A Belgian court reaffirmed an earlier judgment against Google this week demanding Google remove Copiepress-represented news publication material from Google.be and Google News. Google issued a statement expressing “disappointment” and a plan to appeal the verdict.
The per diem penalty for noncompliance was at least dropped to more reasonable levels. In the initial ruling, Google would have to pay 1 million euros for every day it did not comply with the ruling. The new judgment dropped that fee to 25,000 euros daily.
Google also said the company was “very pleased that the judge agreed Google should be given notice of articles and other material that content owners want removed.”
The company has maintained in other arenas, when copyright concerns have been broached, that by showing only snippets of copyrighted text and linking out to original sources, no copyright laws have been violated. The Belgian court was the first to completely disagree.
That doesn’t mean Google’s stopped arguing their case. From Google’s statement:
We believe search engines are of real benefit to publishers because they drive valuable traffic to their websites.
If publishers do not want their websites to appear in search results, technical standards like robots.txt and metatags enable them automatically to prevent the indexation of their content.
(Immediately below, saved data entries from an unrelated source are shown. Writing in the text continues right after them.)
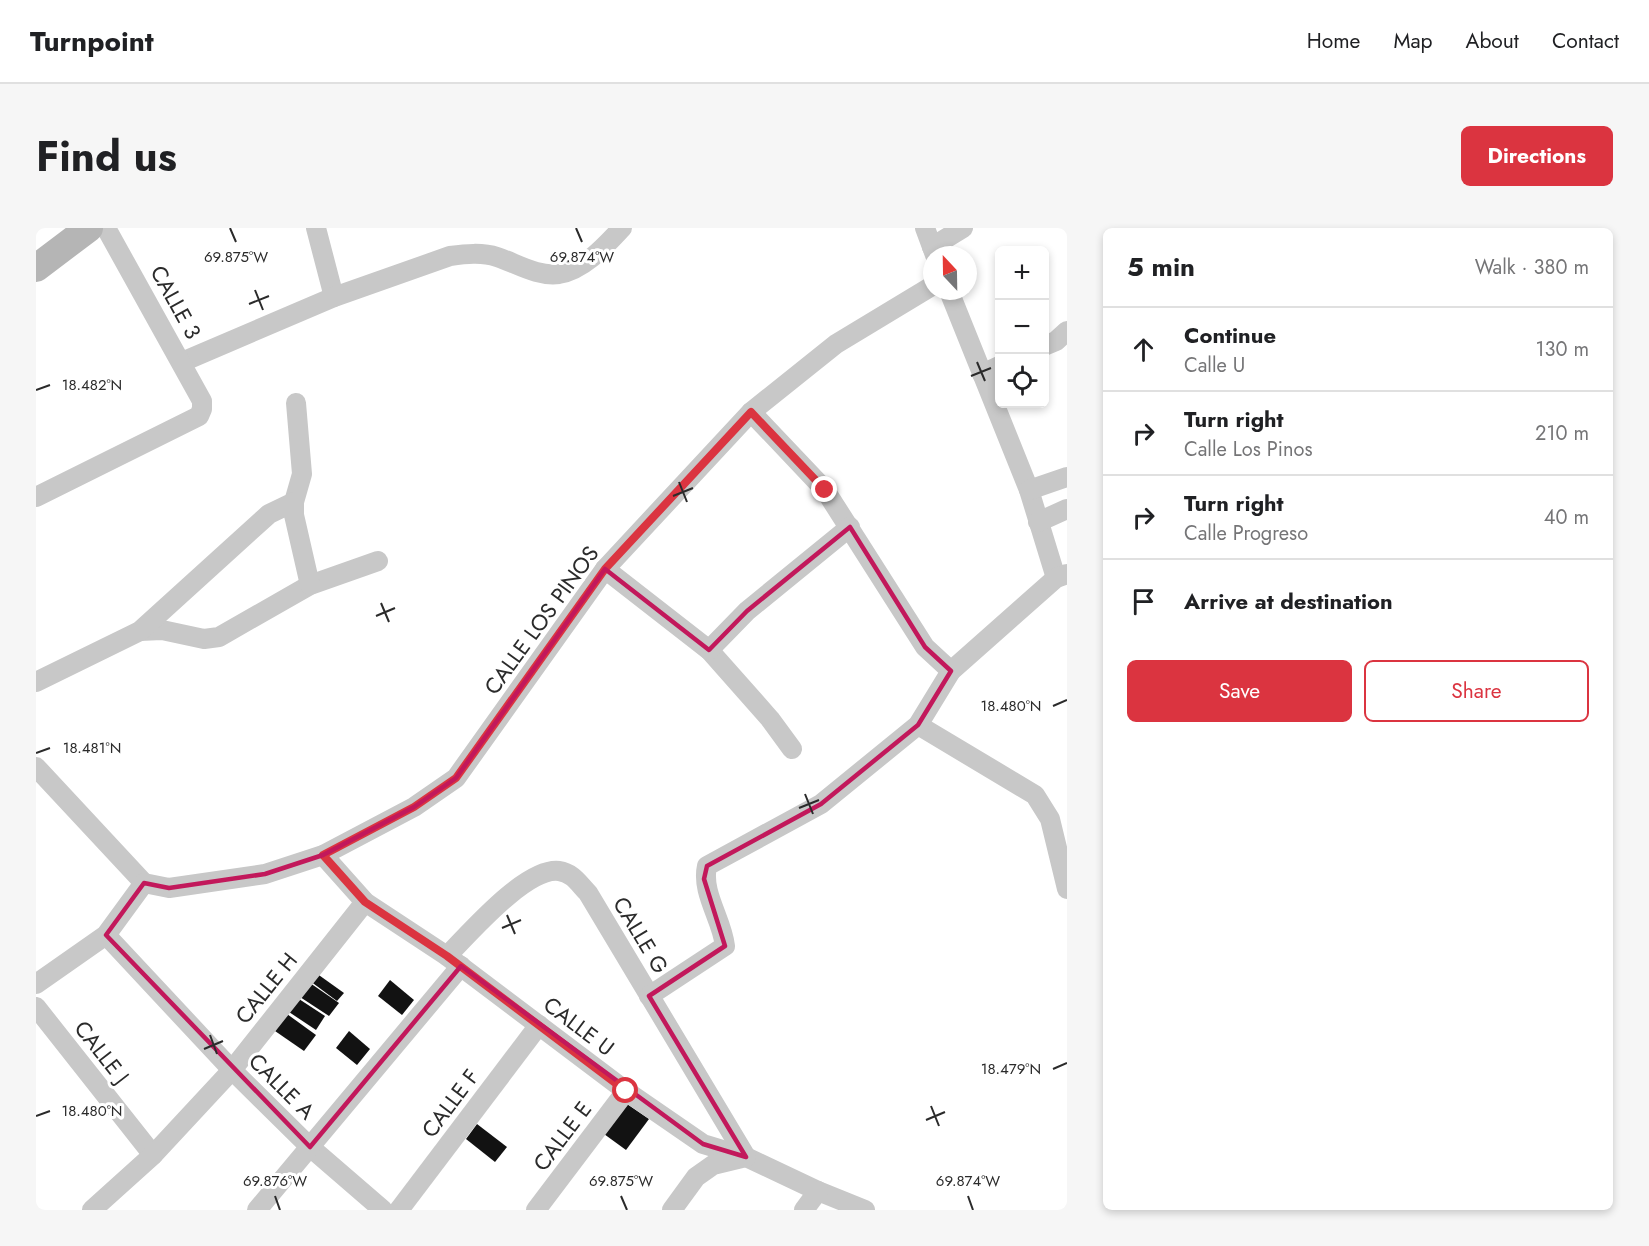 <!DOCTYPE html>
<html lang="en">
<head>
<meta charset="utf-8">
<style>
	:root { --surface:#fff; --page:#f6f6f6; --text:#202124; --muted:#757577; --line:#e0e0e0; --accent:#db3440 }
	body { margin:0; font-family:Jost,sans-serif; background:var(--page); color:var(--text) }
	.controls { position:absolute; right:18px; top:18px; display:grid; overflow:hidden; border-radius:9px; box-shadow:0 3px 9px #0003 }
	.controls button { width:54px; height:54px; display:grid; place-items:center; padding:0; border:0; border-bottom:2px solid var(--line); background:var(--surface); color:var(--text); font:30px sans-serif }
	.compass { position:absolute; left:887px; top:18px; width:54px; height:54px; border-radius:50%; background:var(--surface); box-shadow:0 3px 9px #0003; rotate:338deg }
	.stop { position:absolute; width:18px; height:18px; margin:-14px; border:4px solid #db3440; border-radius:50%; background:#fff }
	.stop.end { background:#db3440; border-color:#fff; box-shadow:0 2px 6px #0008 }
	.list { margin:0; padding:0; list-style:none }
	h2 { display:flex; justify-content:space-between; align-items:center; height:78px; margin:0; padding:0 24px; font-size:26px }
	h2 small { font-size:20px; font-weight:400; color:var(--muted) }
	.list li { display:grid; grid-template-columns:39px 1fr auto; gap:18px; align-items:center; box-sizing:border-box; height:84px; padding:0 24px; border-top:2px solid var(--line) }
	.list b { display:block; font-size:22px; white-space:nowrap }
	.list p { margin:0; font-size:20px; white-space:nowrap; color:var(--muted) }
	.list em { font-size:20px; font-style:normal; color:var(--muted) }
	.actions { display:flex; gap:12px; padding:18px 24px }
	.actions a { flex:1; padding:14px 0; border:2px solid var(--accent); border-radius:9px; text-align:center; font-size:21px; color:var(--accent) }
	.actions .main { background:var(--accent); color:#fff }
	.icon { flex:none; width:33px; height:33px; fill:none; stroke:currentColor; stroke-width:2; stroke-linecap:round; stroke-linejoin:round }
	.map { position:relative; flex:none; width:1031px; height:982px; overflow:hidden; border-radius:9px }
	header { display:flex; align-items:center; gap:36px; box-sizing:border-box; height:84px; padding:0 30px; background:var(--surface); border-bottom:2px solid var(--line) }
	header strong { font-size:28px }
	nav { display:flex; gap:33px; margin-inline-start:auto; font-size:21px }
	.intro { display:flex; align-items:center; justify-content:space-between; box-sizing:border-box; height:144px; padding:0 36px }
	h1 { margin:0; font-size:42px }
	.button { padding:15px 27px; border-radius:9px; background:var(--accent); color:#fff; font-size:21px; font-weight:700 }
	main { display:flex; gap:36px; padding:0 36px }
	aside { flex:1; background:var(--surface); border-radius:9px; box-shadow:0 3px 9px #0003 }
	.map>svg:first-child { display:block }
	.building { fill:#121212 }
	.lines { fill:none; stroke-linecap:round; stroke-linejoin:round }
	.minor { stroke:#c8c8c8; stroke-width:20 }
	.secondary { stroke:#b5b5b5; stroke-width:28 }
	.route { stroke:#db3440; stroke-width:8 }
	.marked { fill:none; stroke:#c2185b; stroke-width:4.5; stroke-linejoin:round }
	.ticks { fill:none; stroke:#2b2b2b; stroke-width:2 }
	.labels { text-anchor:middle; stroke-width:6; stroke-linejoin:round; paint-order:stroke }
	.street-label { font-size:22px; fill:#2b2b2b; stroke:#fff }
	.ticks-label { font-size:15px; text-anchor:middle; fill:#2b2b2b; stroke:#fff; stroke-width:6; stroke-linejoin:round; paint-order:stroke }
</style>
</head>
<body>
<header>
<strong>Turnpoint</strong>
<nav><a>Home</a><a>Map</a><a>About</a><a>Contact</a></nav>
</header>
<div class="intro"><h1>Find us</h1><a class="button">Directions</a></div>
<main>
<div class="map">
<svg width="1031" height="982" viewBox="0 0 1031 982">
	<rect width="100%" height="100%" fill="#fff"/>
	<!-- building -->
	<g class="building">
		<polygon points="280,745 308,765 301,773 274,753"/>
		<polygon points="354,752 378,772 366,787 342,768"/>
		<polygon points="274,755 303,775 293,788 264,769"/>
		<polygon points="263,771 289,788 280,802 253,784"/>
		<polygon points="251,786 280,807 268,823 239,803"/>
		<polygon points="313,803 334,821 321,837 300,820"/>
		<polygon points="591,876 613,891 590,922 568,906"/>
		<polygon points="441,896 471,919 459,934 430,911"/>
	</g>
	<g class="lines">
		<!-- minor -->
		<g class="minor">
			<polyline points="280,0 298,69"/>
			<polyline points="889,0 899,27"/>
			<polyline points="896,19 927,0"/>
			<polyline points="913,63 993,262 1020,350"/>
			<polyline points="1008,118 1020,113 1031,103"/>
			<path d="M146,134L298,69L414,28C429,26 446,24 461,29C480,35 501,49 523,46C548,42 570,17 586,0"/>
			<polyline points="946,146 963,138"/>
			<polyline points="715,184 789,262 889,419 915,443"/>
			<polyline points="993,262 1031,249"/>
			<polyline points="0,269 163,188 166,181 166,173 70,0"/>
			<polyline points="258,274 266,246 260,175"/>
			<polyline points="1002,294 1031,281"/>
			<polyline points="569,341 673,422 734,491 756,521"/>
			<polyline points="104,403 126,402 168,411 183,409 274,357 342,333"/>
			<polyline points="673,422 711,383 814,299"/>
			<polyline points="0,454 104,403 233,286 258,274 258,287 274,357"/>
			<polyline points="882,497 999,567 1014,591 1031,661"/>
			<polyline points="0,539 108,655"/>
			<polyline points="287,627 329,674 411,728 590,863 667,916 710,929 782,963 829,982"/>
			<polyline points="108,655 133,660 229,646 287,627 378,579 420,550 569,341 715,184 800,116 896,58"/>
			<polyline points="70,707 196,842 274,919 347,982"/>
			<path d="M411,728C433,706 490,639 523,643C537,645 543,656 552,665L710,929"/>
			<polyline points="0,756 70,707 108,655"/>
			<path d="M613,768L689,718C686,691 665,665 671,638L785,576L882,497L915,443L1020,350L1031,346"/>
			<polyline points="0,779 117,927"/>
			<polyline points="56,982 117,927 196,842 329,674"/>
			<polyline points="221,982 425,738"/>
			<polyline points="363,982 503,797"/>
			<polyline points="500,982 590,863"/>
			<polyline points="636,982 660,949 677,937 710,929"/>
			<polyline points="768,982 782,963"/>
		</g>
		<!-- secondary -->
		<polyline class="secondary" points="0,40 53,0"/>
	</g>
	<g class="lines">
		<!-- route -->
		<polyline class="route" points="590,863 411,728 329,674 287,627 378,579 420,550 569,341 715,184 789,262"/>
	</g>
	<!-- marked area -->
	<path class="marked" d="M814,299L889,419L915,443L882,497L785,576L671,638L668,651L689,718L613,768L710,929L667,916L425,738L274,919L70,707L108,655L133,660L229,646L287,627L378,579L420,550L569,341L673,422L711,383Z"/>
	<!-- ticks -->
	<path class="ticks" d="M194,0L200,14M540,0L546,14M219,62L227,82M213,76L233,68M941,134L949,153M935,148L955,140M0,162L14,157M643,254L651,274M637,268L657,260M345,375L353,394M340,388L359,380M1017,478L1031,472M0,525L14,520M769,566L777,586M763,580L783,572M471,687L479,706M466,700L485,692M174,807L181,826M168,821L187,813M1017,841L1031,835M895,878L903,898M0,888L14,883M890,892L909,884M239,968L244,982M585,968L591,982M932,968L937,982"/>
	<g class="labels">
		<!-- street labels -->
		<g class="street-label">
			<text transform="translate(140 74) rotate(61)" y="8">CALLE 3</text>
			<text transform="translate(505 392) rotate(-54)" y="8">CALLE LOS PINOS</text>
			<text transform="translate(605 707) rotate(59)" y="8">CALLE G</text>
			<text transform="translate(230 760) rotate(-51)" y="8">CALLE H</text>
			<text transform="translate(543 798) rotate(37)" y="8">CALLE U</text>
			<text transform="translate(66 824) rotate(52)" y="8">CALLE J</text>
			<text transform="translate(246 858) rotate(45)" y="8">CALLE A</text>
			<text transform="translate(414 875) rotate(-53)" y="8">CALLE F</text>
			<text transform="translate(526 908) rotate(-53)" y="8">CALLE E</text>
		</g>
	</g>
	<g class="ticks-label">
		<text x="546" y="34">69.874°W</text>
		<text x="200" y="34">69.875°W</text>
		<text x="56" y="162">18.482°N</text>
		<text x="975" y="483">18.480°N</text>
		<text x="56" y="525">18.481°N</text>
		<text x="975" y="846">18.479°N</text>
		<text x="56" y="888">18.480°N</text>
		<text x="239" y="958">69.876°W</text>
		<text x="585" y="958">69.875°W</text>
		<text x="932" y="958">69.874°W</text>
	</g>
</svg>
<div class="controls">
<button>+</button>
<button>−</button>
<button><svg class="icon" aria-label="locate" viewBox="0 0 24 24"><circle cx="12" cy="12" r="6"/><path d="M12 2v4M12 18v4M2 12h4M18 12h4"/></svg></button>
</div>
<svg class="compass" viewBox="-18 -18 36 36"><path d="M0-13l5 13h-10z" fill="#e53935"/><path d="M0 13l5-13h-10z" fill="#757577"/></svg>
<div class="stop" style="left:590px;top:863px"></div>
<div class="stop end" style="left:789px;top:262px"></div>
</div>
<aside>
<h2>5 min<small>Walk · 380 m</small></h2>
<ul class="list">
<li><svg class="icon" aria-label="ahead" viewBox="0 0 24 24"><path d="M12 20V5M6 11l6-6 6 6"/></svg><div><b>Continue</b><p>Calle U</p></div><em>130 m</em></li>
<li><svg class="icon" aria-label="right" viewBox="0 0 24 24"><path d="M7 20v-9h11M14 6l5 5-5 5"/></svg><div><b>Turn right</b><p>Calle Los Pinos</p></div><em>210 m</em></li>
<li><svg class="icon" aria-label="right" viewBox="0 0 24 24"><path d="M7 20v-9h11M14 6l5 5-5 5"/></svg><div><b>Turn right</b><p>Calle Progreso</p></div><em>40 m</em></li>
<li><svg class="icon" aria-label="arrive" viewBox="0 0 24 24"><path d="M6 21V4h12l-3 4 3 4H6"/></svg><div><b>Arrive at destination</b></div></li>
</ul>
<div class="actions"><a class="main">Save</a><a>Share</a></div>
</aside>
</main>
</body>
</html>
These Internet standards are nearly universally accepted and are honored by all reputable search engines. In addition, Google has a clear policy of respecting the wishes of content owners.
If a newspaper does not want to be part of Google News, we remove their content from our index—all the newspaper has to do is ask. There is no need for legal action and all the associated costs.
– Rachel Whetstone, European Director of Communications and Public Affairs, Google, Inc.